Le auto incendiate a Cannitello questa notte hanno riportato un clima di paura e sdegno in tutta la città. Davanti a questi episodi di chiara matrice dolosa, l’amministrazione comunale di Villa San Giovanni ha deciso di reagire con fermezza, annunciando un potenziamento della rete di videosorveglianza su tutto il territorio.
In una nota congiunta firmata dal sindaco, dalla giunta e dal gruppo consiliare “Città in Movimento”, l’ente esprime «profonda indignazione per atti vili e inqualificabili» che tentano di minare la serenità di una comunità da sempre operosa e solidale.
«Villa San Giovanni non è e non sarà mai l’immagine distorta di questi gesti – si legge nel comunicato – ma una città viva, unita e pronta a reagire con coraggio contro ogni forma di violenza, vandalismo o intimidazione mafiosa».
Videosorveglianza potenziata entro il 2025
L’amministrazione ricorda di aver già ottenuto, nel 2022, un finanziamento nazionale per la sicurezza urbana che ha consentito l’avvio di un primo progetto di videosorveglianza.

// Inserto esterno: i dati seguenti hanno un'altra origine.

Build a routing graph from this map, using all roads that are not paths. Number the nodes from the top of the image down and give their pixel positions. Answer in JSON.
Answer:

Ora, il Comune è pronto a fare un passo ulteriore: entro la fine del 2025 saranno installate nuove telecamere di ultima generazione nei punti più sensibili della città.
Tra gli “obiettivi sensibili” individuati figurano:
- Piazza delle Repubbliche Marinare
- Stadio Santoro
- Il Palloncino
- Arena comunale
- Slargo di via De Gasperi, davanti agli istituti superiori
Parallelamente, parte delle risorse del PNRR sarà destinata al rafforzamento della sicurezza digitale, con l’inserimento di un esperto informatico dedicato alla gestione dei sistemi di controllo e prevenzione.

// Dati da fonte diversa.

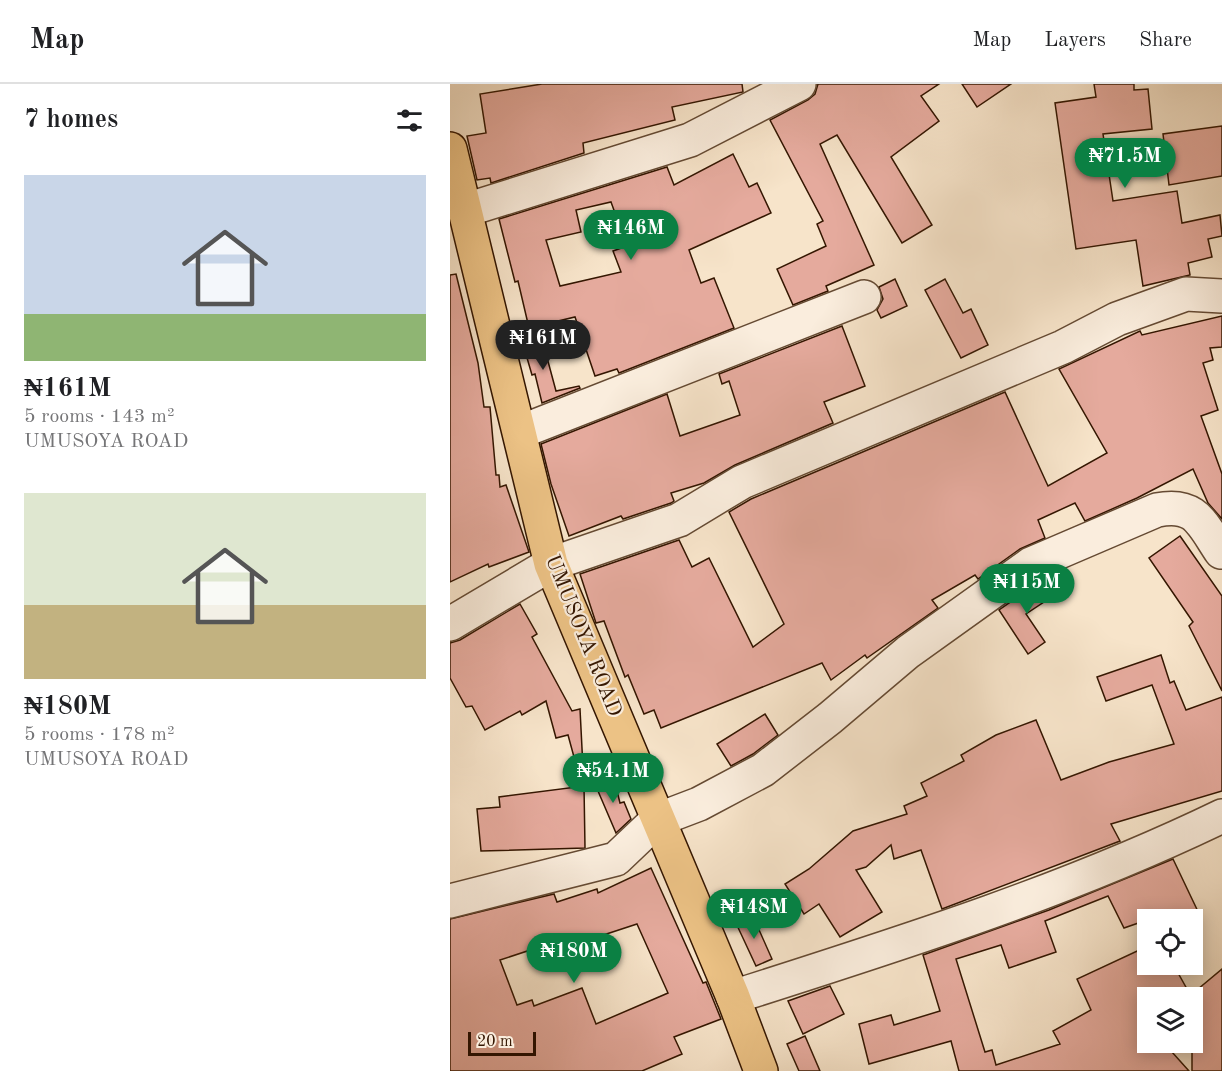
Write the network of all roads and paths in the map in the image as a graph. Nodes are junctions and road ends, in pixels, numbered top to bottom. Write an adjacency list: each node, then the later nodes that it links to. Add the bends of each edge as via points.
1 (799, 84): 3 (street, via 690,140)
2 (452, 166): 3 (main road, UMUSOYA ROAD)
3 (466, 210): 6 (main road, UMUSOYA ROAD)
4 (1222, 296): 8 (street, via 1186,294 1118,319 742,482 679,520)
5 (864, 297): 6 (street)
6 (520, 432): 8 (main road, UMUSOYA ROAD)
7 (1221, 552): 11 (street, via 1198,516 1175,506 1157,510 1031,564 908,652 763,770 699,804)
8 (551, 564): 9 (street); 11 (main road, UMUSOYA ROAD)
9 (450, 624)
10 (1222, 816): 13 (street, via 1086,878 891,947)
11 (657, 820): 12 (street, via 616,859); 13 (main road, UMUSOYA ROAD)
12 (450, 901)
13 (733, 997): 14 (main road, UMUSOYA ROAD)
14 (761, 1071)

“Una città sicura è una città viva”
«Crediamo che una città sicura – spiega la giunta – sia anche una città attrattiva, capace di favorire investimenti e sviluppo economico. Ma nessuna tecnologia potrà sostituire la partecipazione attiva dei cittadini».
Da qui, l’appello alla comunità: «Serve collaborazione, vigilanza condivisa e una nuova educazione civica per custodire insieme i nostri spazi e la nostra identità».
“Brucia anche a me”: il ritorno di un messaggio simbolo
A chiusura della nota, l’amministrazione richiama un messaggio che ha segnato la storia cittadina:
«Ora come allora, diciamo tutti insieme Brucia anche a me. Un grido di orgoglio e di appartenenza che, negli anni bui degli incendi dolosi, divenne simbolo di resistenza e dignità. Oggi lo rinnoviamo per difendere la civiltà, il coraggio e la bellezza di Villa San Giovanni».